When I watch the news these days I sometimes feel hopeless – there are so many stories of people really suffering, homeless families, folks who have lost jobs they held for decades, kids going hungry. Not just a few, a LOT of people. At times it seems to me that the situation is really not fixable, and I turn the TV off, because the problem is too big for me. There have been some glimmers of hope that we might have hit the bottom of the recession, but for a lot of Americans new jobs and permanent housing are a long way off. The OT lesson for today has a sense of this desolation and emptiness – Isaiah is sent out to talk with those who can’t listen with their ears and see with their eyes and who won’t turn and be healed. He asks the Lord God, “How long, O, Lord?” And the reading from Romans’ echoes the feeling of even the earth groaning with labor pains. Paul writes, “We know that the whole creation has been groaning in labor pains until now; 23and not only the creation, but we ourselves, who have the first fruits of the Spirit, groan inwardly while we wait for adoption, the redemption of our bodies.” The world groans in pain while waiting for redemption. Our world groans in social, financial and spiritual pain while waiting for redemption from the actions of those, and perhaps all of us, who would not see with their eyes, hear with their ears, or turn and be healed.

Almost ten years ago I was working in a Skilled Nursing Facility in San Francisco. And I volunteered with a program at the Episcopal Sanctuary near where I worked. I felt like I was right where I was supposed to be – I loved my job and I loved helping to set up a program at the Sanctuary called CHEFS – Conquering Homelessness thru Employment in Food Service. It was a good time in my life, I felt useful and purposeful. Like I was making a difference in my little part of the world. Then the company I worked for went into bankruptcy and I lost my job. That’s the really short version – I ended up feeling like I had been used and betrayed by the system I trusted and I was scared, too, I had three kids at home and I was a single mom. Having just bought a house and moved to Concord, I wondered how I was going to make ends meet and I have to admit I was more than scared. But I never got to the really hopeless part because I was able to find a job within a couple of weeks. I was lucky and I believe the Spirit was with me. I can’t claim to know what people feel when they are out of work for months, have maxed out their credit cards, have sold everything they can sell and see that their options are running out. That’s where too many people are in America today. This is the dark night of the soul, when hope has run out. I heard a little boy whose family is in a bad financial situation say on the radio the other evening, “I’ve given up.” A seven year old without hope.

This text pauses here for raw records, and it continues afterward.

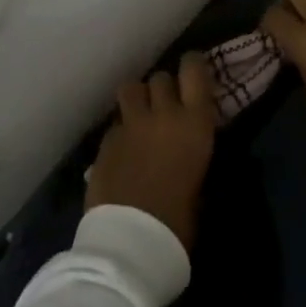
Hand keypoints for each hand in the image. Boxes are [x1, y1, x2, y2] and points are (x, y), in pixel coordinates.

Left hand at [84, 53, 217, 250]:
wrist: (131, 241)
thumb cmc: (178, 221)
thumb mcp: (200, 183)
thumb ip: (192, 153)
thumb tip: (187, 148)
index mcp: (195, 123)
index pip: (194, 70)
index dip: (193, 65)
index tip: (193, 70)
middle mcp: (163, 114)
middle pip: (161, 78)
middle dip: (163, 88)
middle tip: (165, 105)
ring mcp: (130, 125)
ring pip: (131, 88)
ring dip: (137, 98)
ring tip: (139, 115)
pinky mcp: (105, 140)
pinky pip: (116, 123)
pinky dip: (121, 129)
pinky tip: (122, 149)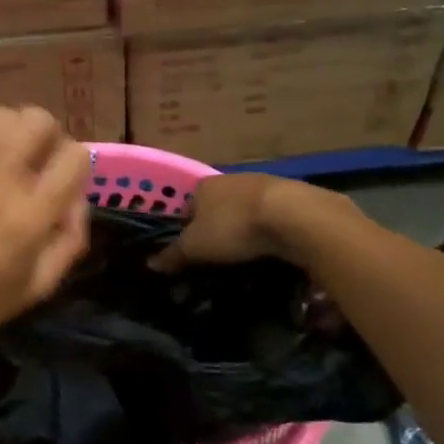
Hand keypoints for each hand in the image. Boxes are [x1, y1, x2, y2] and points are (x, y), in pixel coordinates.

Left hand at [0, 106, 92, 353]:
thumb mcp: (43, 284)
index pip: (75, 156)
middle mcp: (0, 183)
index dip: (78, 162)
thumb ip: (71, 238)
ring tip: (8, 151)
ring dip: (13, 128)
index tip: (67, 178)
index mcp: (32, 215)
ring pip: (0, 115)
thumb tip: (77, 197)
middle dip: (49, 135)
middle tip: (40, 159)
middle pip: (38, 121)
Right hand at [149, 173, 306, 272]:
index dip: (187, 228)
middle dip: (217, 228)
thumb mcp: (195, 247)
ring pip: (246, 210)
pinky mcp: (292, 196)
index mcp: (204, 185)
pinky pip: (272, 216)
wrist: (293, 216)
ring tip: (247, 254)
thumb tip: (150, 264)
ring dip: (245, 228)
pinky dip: (270, 230)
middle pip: (217, 206)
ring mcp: (263, 184)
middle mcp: (231, 179)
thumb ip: (173, 255)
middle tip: (219, 255)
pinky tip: (273, 248)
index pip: (188, 207)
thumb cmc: (233, 227)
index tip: (192, 251)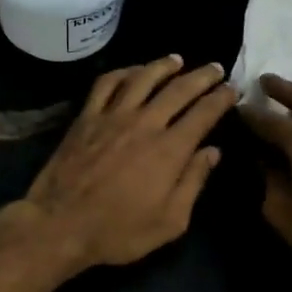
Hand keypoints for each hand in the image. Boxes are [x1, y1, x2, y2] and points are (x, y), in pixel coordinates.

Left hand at [20, 56, 236, 270]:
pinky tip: (132, 71)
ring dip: (163, 66)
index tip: (232, 89)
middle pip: (178, 89)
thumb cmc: (118, 231)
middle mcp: (144, 123)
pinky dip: (122, 72)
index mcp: (169, 150)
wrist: (59, 225)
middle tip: (215, 68)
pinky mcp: (86, 117)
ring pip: (142, 78)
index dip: (221, 98)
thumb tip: (212, 152)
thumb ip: (193, 183)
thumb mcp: (170, 221)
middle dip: (201, 77)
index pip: (203, 113)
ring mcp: (112, 116)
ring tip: (177, 60)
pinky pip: (106, 84)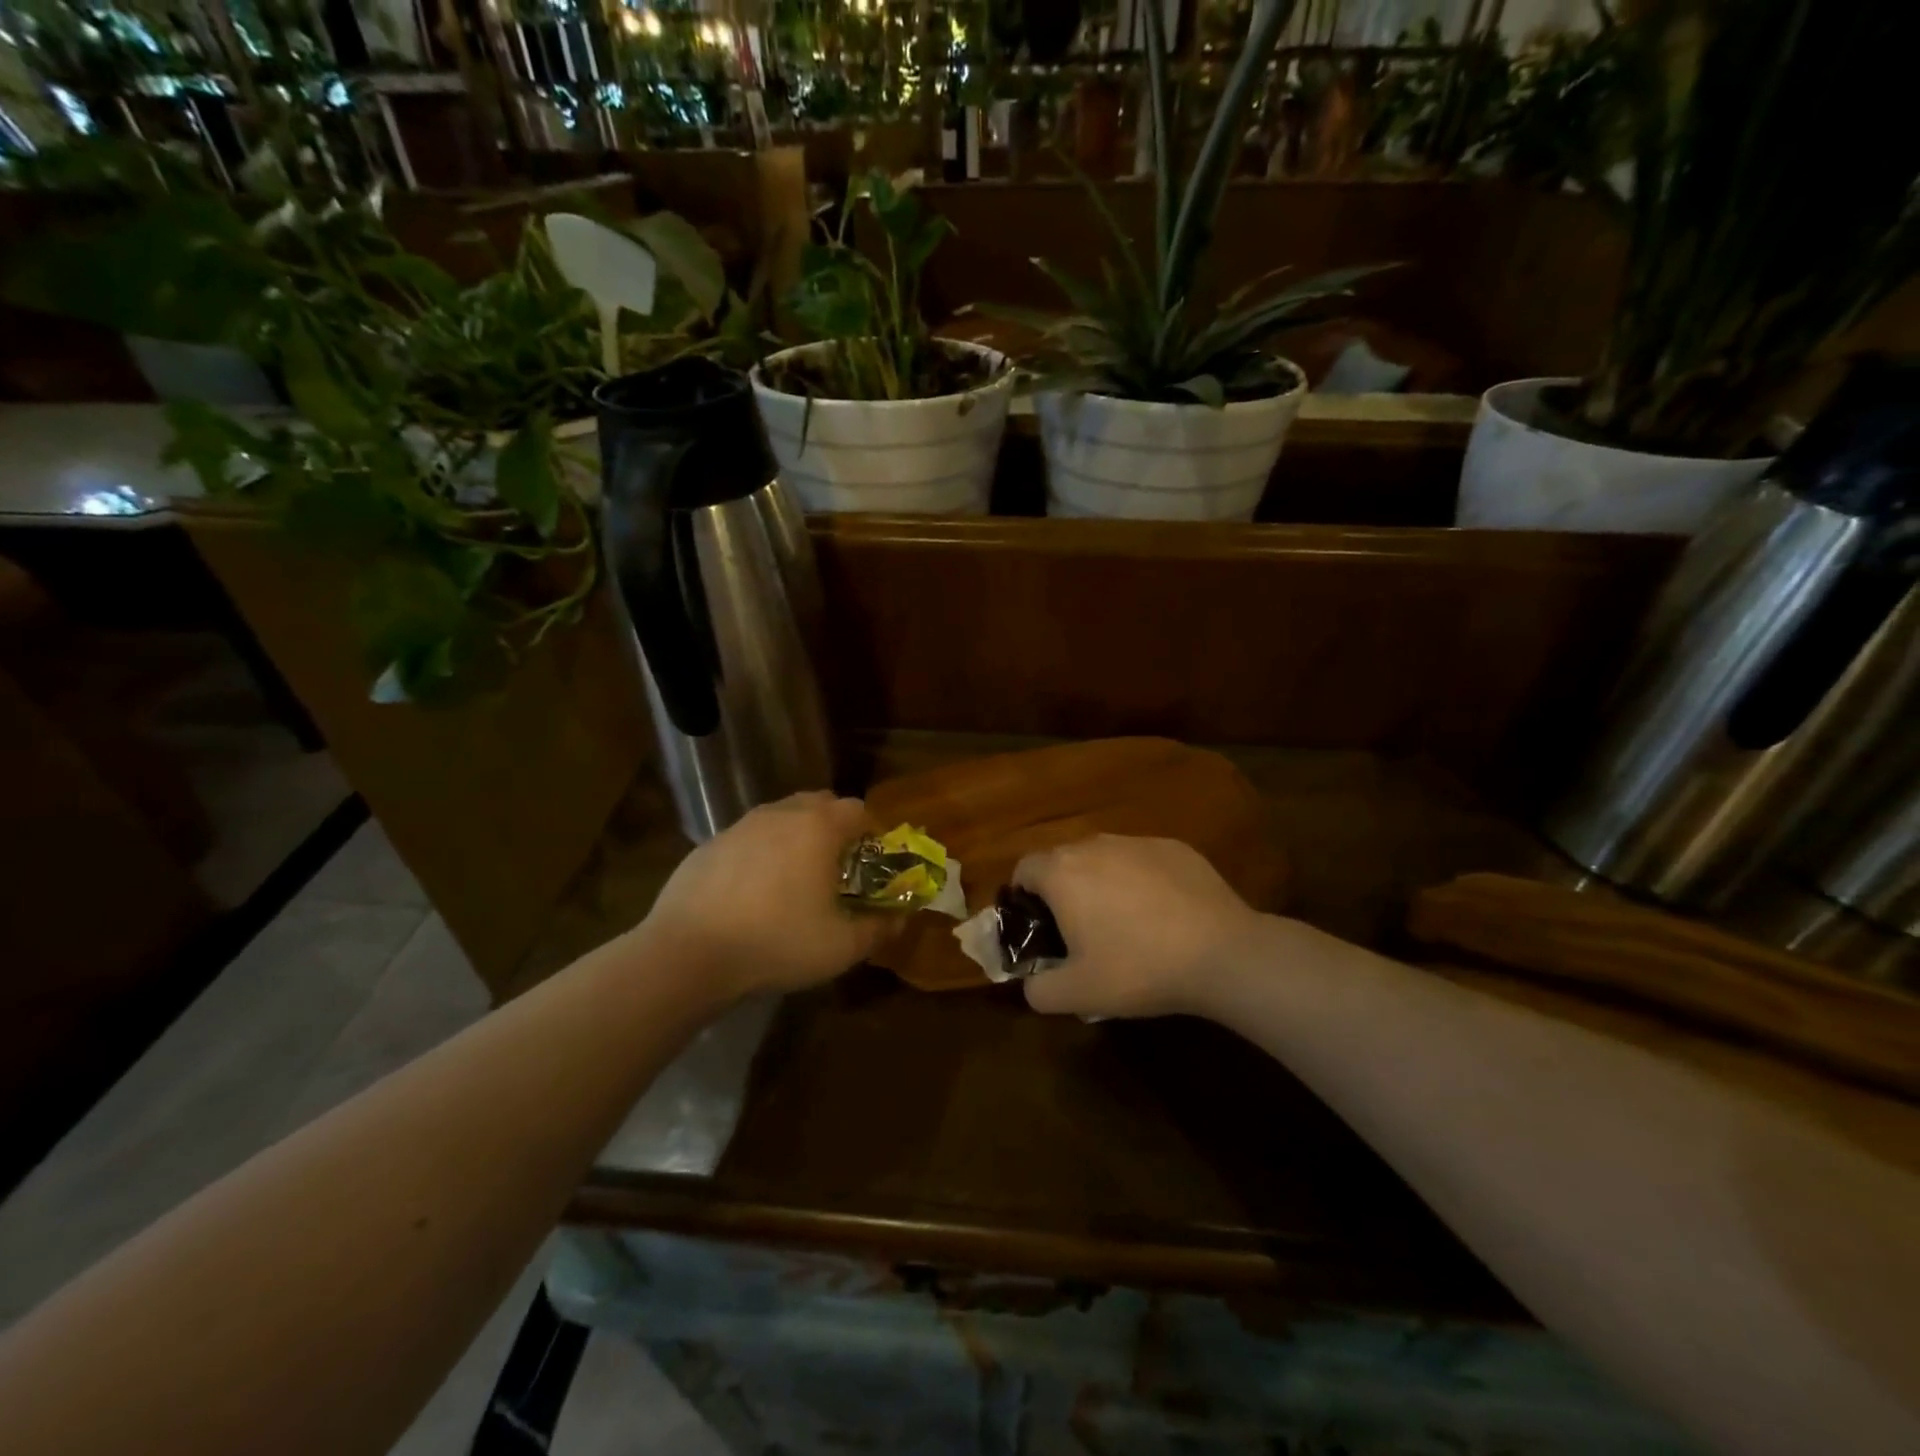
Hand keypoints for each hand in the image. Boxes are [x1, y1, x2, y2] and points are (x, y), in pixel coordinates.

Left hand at [643, 791, 891, 1000]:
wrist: (687, 954)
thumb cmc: (777, 942)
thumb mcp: (841, 946)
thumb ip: (879, 929)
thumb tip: (899, 918)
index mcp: (818, 827)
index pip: (859, 810)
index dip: (873, 833)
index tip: (873, 864)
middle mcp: (781, 814)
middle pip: (820, 804)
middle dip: (836, 828)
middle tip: (838, 869)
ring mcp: (740, 826)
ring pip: (782, 818)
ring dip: (797, 838)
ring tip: (795, 881)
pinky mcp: (709, 844)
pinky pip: (749, 839)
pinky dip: (761, 854)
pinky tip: (753, 893)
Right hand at [1012, 834, 1268, 1018]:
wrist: (1222, 953)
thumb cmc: (1138, 969)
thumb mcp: (1078, 994)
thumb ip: (1038, 990)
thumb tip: (1031, 984)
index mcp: (1062, 872)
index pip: (1024, 869)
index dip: (1022, 897)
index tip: (1037, 927)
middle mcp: (1094, 845)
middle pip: (1063, 860)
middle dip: (1062, 890)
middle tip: (1078, 931)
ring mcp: (1137, 842)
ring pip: (1103, 857)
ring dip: (1100, 882)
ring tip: (1123, 923)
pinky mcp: (1174, 847)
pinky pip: (1141, 860)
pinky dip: (1140, 879)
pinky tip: (1162, 914)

St. Paul knows this kind of hopelessness, too. In our reading today St. Paul talks about human suffering from his own experience. During his career of spreading the Gospel of Jesus Christ to the gentiles – the people who were not Jews – he had some incredibly rough times: shipwrecks, imprisonment, unfriendly crowds, difficult living situations, depending on the kindness of strangers for food, housing and so on. Paul’s early life as an educated Greek, Roman citizen, respected religious leader, and persecutor of Christians, was totally turned upside down by his call to evangelize for Jesus Christ. As he said himself, he was the most unlikely to be called to be a disciple of Christ. He went from a life of privilege to a life of struggle and suffering for the sake of the Gospel. So Paul knows all about hope. The intensity of his hope is based not on a change in the human condition, but he looks forward with hope to something he couldn’t even imagine – the full glorification and liberation of God’s Kingdom. I can’t even imagine what that might look like. I know what I hoped for in my dark night of the soul – some real human relief from the fear that I might not be able to take care of my family. I got that, thanks be to God, but I experienced something else, too. Paul talks this new Kingdom of Jesus Christ as the “first fruits” of the Holy Spirit. The Sunday after I lost my job I went to church as usual and was very aware of how lost I felt. I sat in my pew and felt all the sadness and fear and wondered what I was going to do – and then I had a thought. I thought, “now I can go to Seminary”. An old deep desire of my heart – something I hadn’t thought of for years – resurfaced by the power of the Spirit through my heart broken open by human grief. And I did eventually go to the School for Deacons at the Seminary in Berkeley and eventually ended up here with you. The fruits of the Spirit opened me to not just a new job, but a new life in Christ, living more and deeper into the Gospel. Thanks be to God.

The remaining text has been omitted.